Well. You're really looking at two completely different problems. Although I suppose they're related since the reduction in skill due to armor worn kinda cancels out the benefits of wearing armor in the first place.
What I would do is the following:
1. Eliminate combat skill penalties for wearing armor. Apply them to the fatigue rolls instead and as skill penalties to specific skills where it makes sense to apply them (swim, climb, etc).
2. Change precise strike entirely. The two critical changes I'd make:
A. Aimed blow: The attacker may choose to reduce his attack skill by any amount. Each 5% of skill expended allows him to shift the location die roll by one point.

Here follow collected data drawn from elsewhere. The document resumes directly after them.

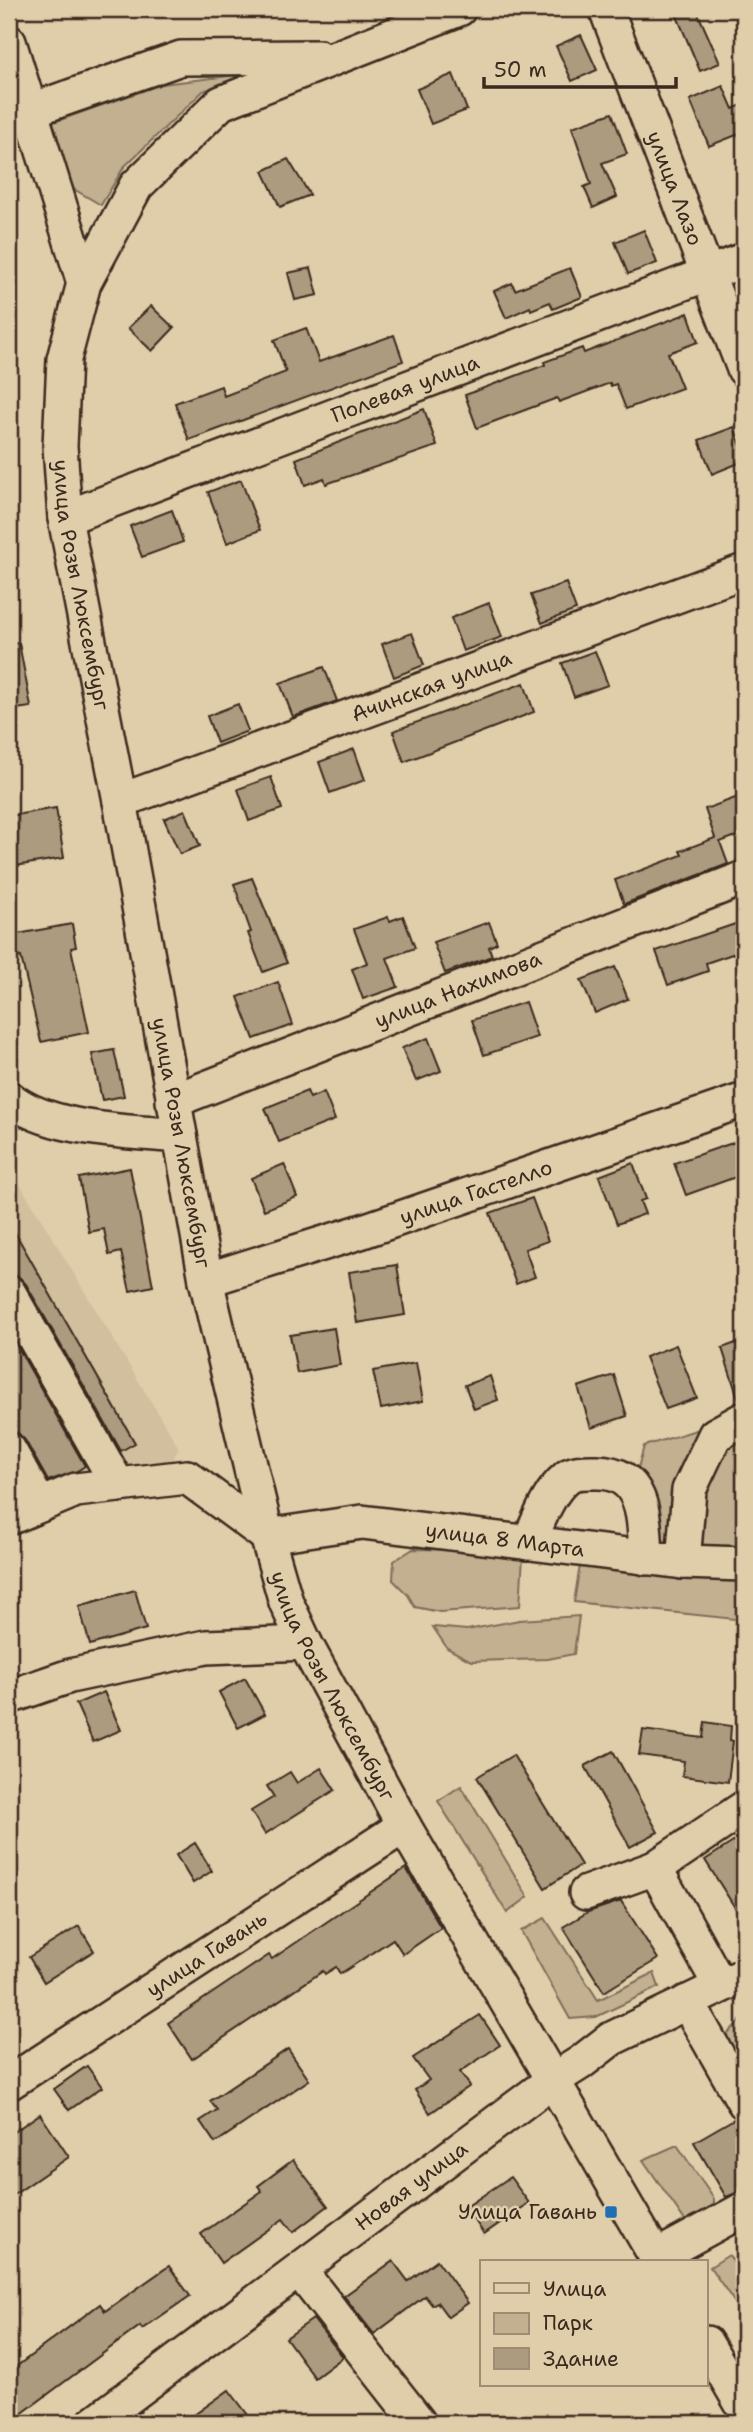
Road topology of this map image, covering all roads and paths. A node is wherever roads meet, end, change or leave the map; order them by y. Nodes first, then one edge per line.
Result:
1 (459, 9) edge
2 (606, 9) edge
3 (9, 42) edge
4 (338, 57) junction
5 (19, 114) edge
6 (744, 260) edge
7 (708, 274) junction
8 (84, 283) junction
9 (744, 369) edge
10 (65, 518) junction
11 (744, 571) edge
12 (120, 801) junction
13 (744, 878) edge
14 (9, 1098) edge
15 (744, 1100) edge
16 (173, 1101) junction
17 (180, 1136) junction
18 (206, 1280) junction
19 (9, 1293) edge
20 (744, 1419) edge
21 (9, 1450) edge
22 (118, 1485) junction
23 (40, 1505) junction
24 (9, 1518) edge
25 (267, 1536) junction
26 (528, 1543) junction
27 (646, 1558) junction
28 (683, 1562) junction
29 (744, 1564) edge
30 (305, 1643) junction
31 (9, 1697) edge
32 (744, 1808) edge
33 (404, 1826) junction
34 (655, 1868) junction
35 (586, 1893) dead end
36 (732, 1980) edge
37 (687, 2001) junction
38 (553, 2080) junction
39 (9, 2083) edge
40 (744, 2102) edge
41 (744, 2209) edge
42 (657, 2260) edge
43 (300, 2271) junction
44 (724, 2356) edge
45 (744, 2408) edge
46 (94, 2423) edge
47 (419, 2423) edge

1 - 4 street, улица Розы Люксембург
2 - 7 street, улица Лазо
3 - 5 street
4 - 5 street
4 - 8 street, улица Розы Люксембург
5 - 8 street
6 - 7 street, Полевая улица
7 - 9 street, улица Лазо
7 - 10 street, Полевая улица
8 - 10 street, улица Розы Люксембург
10 - 12 street, улица Розы Люксембург
11 - 12 street, Ачинская улица
12 - 16 street, улица Розы Люксембург
13 - 16 street, улица Нахимова
14 - 17 street
15 - 18 street, улица Гастелло
16 - 17 street, улица Розы Люксембург
17 - 18 street, улица Розы Люксембург
18 - 25 street, улица Розы Люксембург
19 - 22 street
20 - 28 street
21 - 23 street
22 - 23 street
22 - 25 street
23 - 24 street
25 - 26 street, улица 8 Марта
25 - 30 street, улица Розы Люксембург
26 - 27 street, улица 8 Марта
26 - 27 street
27 - 28 street, улица 8 Марта
28 - 29 street, улица 8 Марта
30 - 31 street
30 - 33 street, улица Розы Люксембург
32 - 34 street
33 - 38 street, улица Розы Люксембург
33 - 39 street, улица Гавань
34 - 35 street
34 - 36 street
36 - 37 street, Новая улица
37 - 38 street, Новая улица
37 - 40 street
38 - 42 street, улица Розы Люксембург
38 - 43 street, Новая улица
41 - 42 street
43 - 46 street, Новая улица
43 - 47 street
44 - 45 street

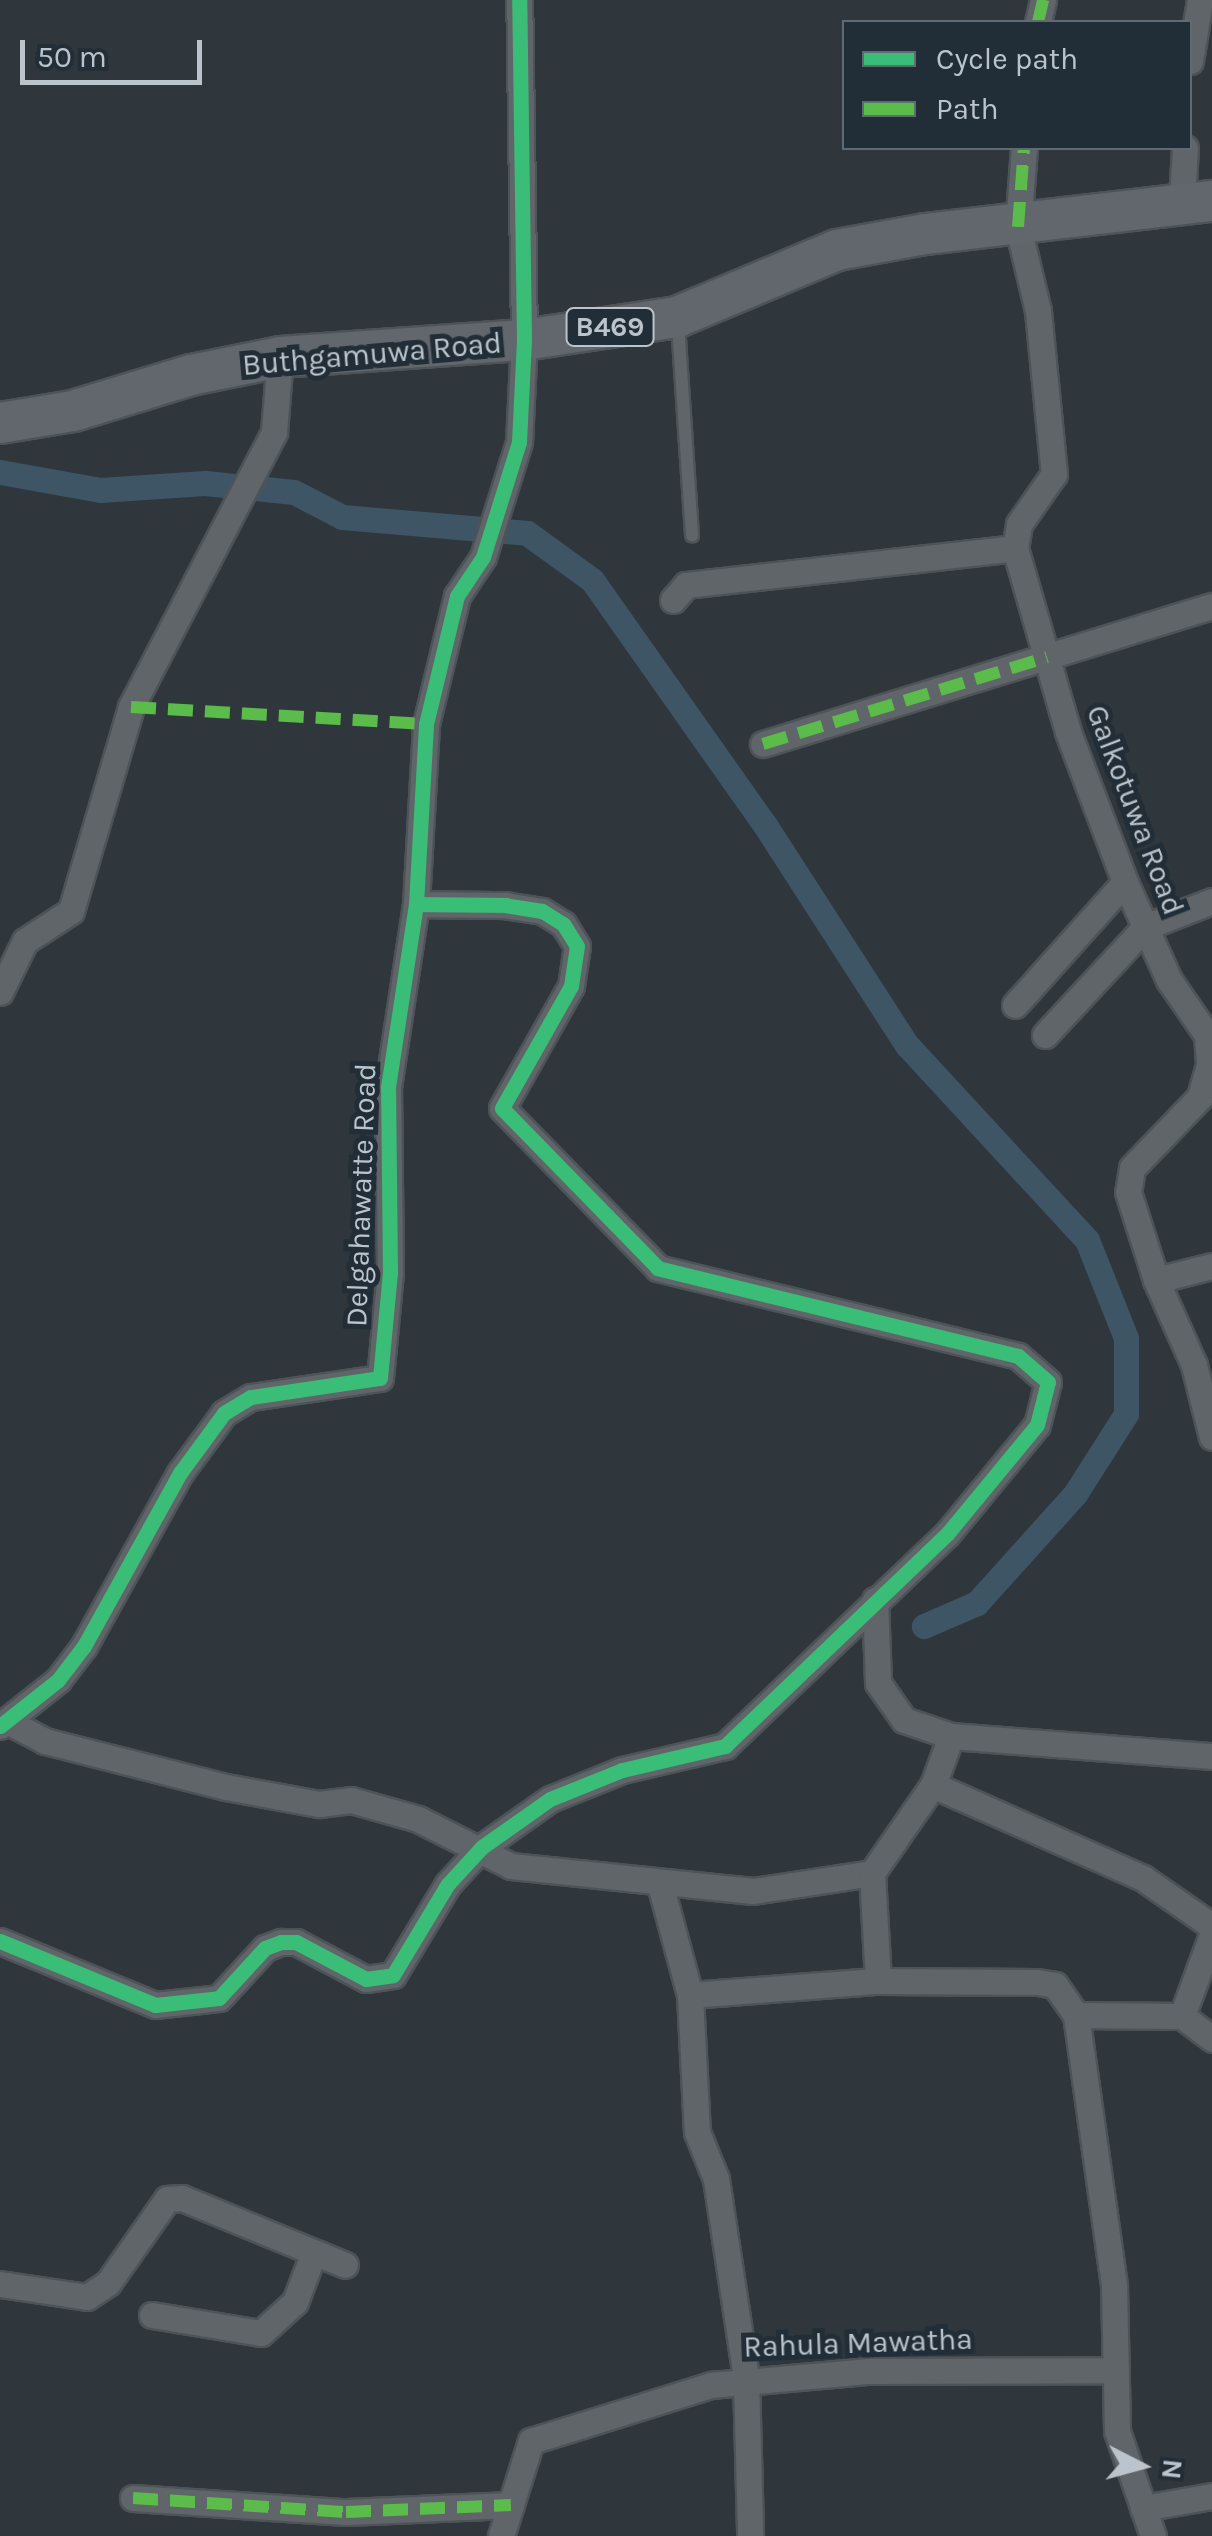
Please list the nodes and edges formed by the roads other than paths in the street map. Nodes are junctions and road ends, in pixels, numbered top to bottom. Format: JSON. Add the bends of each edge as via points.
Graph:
{"nodes":[{"id":1,"x":519,"y":0,"type":"edge"},
{"id":2,"x":1200,"y":0,"type":"edge"},
{"id":3,"x":1204,"y":33,"type":"edge"},
{"id":4,"x":1192,"y":57,"type":"edge"},
{"id":5,"x":1024,"y":150,"type":"edge"},
{"id":6,"x":1185,"y":150,"type":"edge"},
{"id":7,"x":1197,"y":200,"type":"edge"},
{"id":8,"x":1018,"y":227,"type":"junction"},
{"id":9,"x":677,"y":316,"type":"junction"},
{"id":10,"x":524,"y":340,"type":"junction"},
{"id":11,"x":280,"y":357,"type":"junction"},
{"id":12,"x":0,"y":423,"type":"edge"},
{"id":13,"x":692,"y":536,"type":"dead end"},
{"id":14,"x":1015,"y":548,"type":"junction"},
{"id":15,"x":672,"y":600,"type":"dead end"},
{"id":16,"x":1211,"y":606,"type":"edge"},
{"id":17,"x":1046,"y":657,"type":"junction"},
{"id":18,"x":763,"y":744,"type":"dead end"},
{"id":19,"x":1125,"y":882,"type":"junction"},
{"id":20,"x":1212,"y":901,"type":"edge"},
{"id":21,"x":416,"y":904,"type":"junction"},
{"id":22,"x":1145,"y":927,"type":"junction"},
{"id":23,"x":0,"y":992,"type":"edge"},
{"id":24,"x":1015,"y":1005,"type":"dead end"},
{"id":25,"x":1045,"y":1035,"type":"dead end"},
{"id":26,"x":1209,"y":1035,"type":"edge"},
{"id":27,"x":1212,"y":1266,"type":"edge"},
{"id":28,"x":1156,"y":1280,"type":"junction"},
{"id":29,"x":1203,"y":1362,"type":"edge"},
{"id":30,"x":1211,"y":1428,"type":"edge"},
{"id":31,"x":1212,"y":1437,"type":"edge"},
{"id":32,"x":875,"y":1600,"type":"junction"},
{"id":33,"x":4,"y":1724,"type":"edge"},
{"id":34,"x":951,"y":1736,"type":"junction"},
{"id":35,"x":1212,"y":1756,"type":"edge"},
{"id":36,"x":933,"y":1786,"type":"junction"},
{"id":37,"x":482,"y":1846,"type":"junction"},
{"id":38,"x":872,"y":1873,"type":"junction"},
{"id":39,"x":660,"y":1884,"type":"junction"},
{"id":40,"x":1212,"y":1926,"type":"edge"},
{"id":41,"x":1212,"y":1936,"type":"edge"},
{"id":42,"x":0,"y":1941,"type":"edge"},
{"id":43,"x":878,"y":1981,"type":"junction"},
{"id":44,"x":690,"y":1995,"type":"junction"},
{"id":45,"x":1076,"y":2015,"type":"junction"},
{"id":46,"x":1182,"y":2016,"type":"junction"},
{"id":47,"x":1212,"y":2039,"type":"edge"},
{"id":48,"x":314,"y":2252,"type":"junction"},
{"id":49,"x":345,"y":2265,"type":"dead end"},
{"id":50,"x":0,"y":2284,"type":"edge"},
{"id":51,"x":152,"y":2315,"type":"dead end"},
{"id":52,"x":1116,"y":2370,"type":"junction"},
{"id":53,"x":746,"y":2378,"type":"junction"},
{"id":54,"x":1212,"y":2496,"type":"edge"},
{"id":55,"x":133,"y":2498,"type":"dead end"},
{"id":56,"x":511,"y":2504,"type":"junction"},
{"id":57,"x":1142,"y":2508,"type":"junction"},
{"id":58,"x":501,"y":2536,"type":"edge"},
{"id":59,"x":750,"y":2536,"type":"edge"},
{"id":60,"x":1153,"y":2536,"type":"edge"}],
"edges":[{"from":1,"to":10,"type":"street","name":"Delgahawatte Road"},
{"from":2,"to":3,"type":"street"},
{"from":3,"to":4,"type":"street"},
{"from":5,"to":8,"type":"street"},
{"from":6,"to":7,"type":"street"},
{"from":7,"to":8,"type":"main road","name":"Buthgamuwa Road","number":"B469"},
{"from":8,"to":9,"type":"main road","name":"Buthgamuwa Road","number":"B469","via":[[837,250]]},
{"from":8,"to":14,"type":"street","via":[[1038,310],[1054,474],[1019,524]]},
{"from":9,"to":10,"type":"main road","name":"Buthgamuwa Road","number":"B469"},
{"from":9,"to":13,"type":"lane"},
{"from":10,"to":11,"type":"main road","name":"Buthgamuwa Road","number":"B469"},
{"from":10,"to":21,"type":"street","name":"Delgahawatte Road","via":[[520,442],[483,557],[457,596],[426,724]]},
{"from":11,"to":12,"type":"main road","name":"Buthgamuwa Road","number":"B469","via":[[73,411]]},
{"from":11,"to":23,"type":"street","via":[[274,432],[131,707],[70,911],[25,941]]},
{"from":14,"to":15,"type":"street","via":[[686,585]]},
{"from":14,"to":17,"type":"street","name":"Galkotuwa Road"},
{"from":16,"to":17,"type":"street"},
{"from":17,"to":18,"type":"street"},
{"from":17,"to":19,"type":"street","name":"Galkotuwa Road"},
{"from":19,"to":22,"type":"street","name":"Galkotuwa Road"},
{"from":19,"to":24,"type":"street"},
{"from":20,"to":22,"type":"street"},
{"from":21,"to":32,"type":"street","via":[[506,905],[542,911],[563,924],[577,946],[571,986],[502,1108],[658,1268],[1018,1356],[1048,1382],[1037,1425],[1007,1468]]},
{"from":21,"to":33,"type":"street","name":"Delgahawatte Road","via":[[388,1087],[390,1273],[380,1378],[251,1397],[224,1413],[180,1473],[84,1646],[58,1680]]},
{"from":22,"to":25,"type":"street"},
{"from":22,"to":26,"type":"street","name":"Galkotuwa Road","via":[[1169,980]]},
{"from":26,"to":28,"type":"street","name":"Galkotuwa Road","via":[[1200,1096],[1132,1168],[1128,1192]]},
{"from":27,"to":28,"type":"street"},
{"from":28,"to":29,"type":"street","name":"Galkotuwa Road"},
{"from":29,"to":30,"type":"street","name":"Galkotuwa Road"},
{"from":30,"to":31,"type":"street","name":"Galkotuwa Road"},
{"from":32,"to":34,"type":"street","via":[[878,1683],[893,1713]]},
{"from":32,"to":37,"type":"street","via":[[725,1746],[622,1770],[550,1799]]},
{"from":33,"to":37,"type":"street","via":[[45,1741],[226,1787],[319,1804],[350,1800]]},
{"from":34,"to":35,"type":"street"},
{"from":34,"to":36,"type":"street"},
{"from":36,"to":38,"type":"street"},
{"from":36,"to":40,"type":"street","via":[[1143,1878]]},
{"from":37,"to":39,"type":"street","via":[[511,1866]]},
{"from":37,"to":42,"type":"street","via":[[448,1884],[393,1974],[381,1980],[366,1980],[296,1942],[281,1942],[265,1948],[219,1998],[155,2005]]},
{"from":38,"to":39,"type":"street","via":[[753,1891]]},
{"from":38,"to":43,"type":"street"},
{"from":39,"to":44,"type":"street"},
{"from":41,"to":46,"type":"street"},
{"from":43,"to":44,"type":"street"},
{"from":43,"to":45,"type":"street","via":[[1037,1982],[1055,1986]]},
{"from":44,"to":53,"type":"street","via":[[697,2132],[716,2179]]},
{"from":45,"to":46,"type":"street"},
{"from":45,"to":52,"type":"street","via":[[1114,2286]]},
{"from":46,"to":47,"type":"street"},
{"from":48,"to":49,"type":"street"},
{"from":48,"to":50,"type":"street","via":[[182,2198],[167,2199],[108,2283],[87,2297]]},
{"from":48,"to":51,"type":"street","via":[[295,2302],[261,2333]]},
{"from":52,"to":53,"type":"street","name":"Rahula Mawatha"},
{"from":52,"to":57,"type":"street","via":[[1117,2431]]},
{"from":53,"to":56,"type":"street","name":"Rahula Mawatha","via":[[530,2441]]},
{"from":53,"to":59,"type":"street"},
{"from":54,"to":57,"type":"street"},
{"from":55,"to":56,"type":"street","via":[[346,2512]]},
{"from":56,"to":58,"type":"street","name":"Rahula Mawatha"},
{"from":57,"to":60,"type":"street"}]}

B. Bypass armor: The attacker may choose to reduce his attack skill by any amount. For each 10% of skill expended, he may ignore 1AP of the defenders worn armor (not parrying points though).
Seems simple. It's scalable to power level. Higher skilled people can avoid larger amounts of armor if they want to, or hit any location they want to. It also eliminates the "all or nothing" effect of bypass armor as written in the rules. I should not be able to spend the same 40% to bypass a dragons armor or a bandits leather. One should actually be "harder" then the other.
Of course, I'd also include the ability to expend skill points over 100% to subtract from both your and your opponent's skill. That way, your defensive skill makes it harder for the attacker to bypass your armor or hit the location of his choice (which makes incredible sense). It retains the ability for a highly skilled warrior to take on a low skilled but heavily armored monster as well (and any other situations you could dream up), without being abusive.
As the rule's currently stand, once you've got a 140% skill, there's not much benefit to gaining more (except crit chances). This provides a natural scaling that goes as high as you want it to go.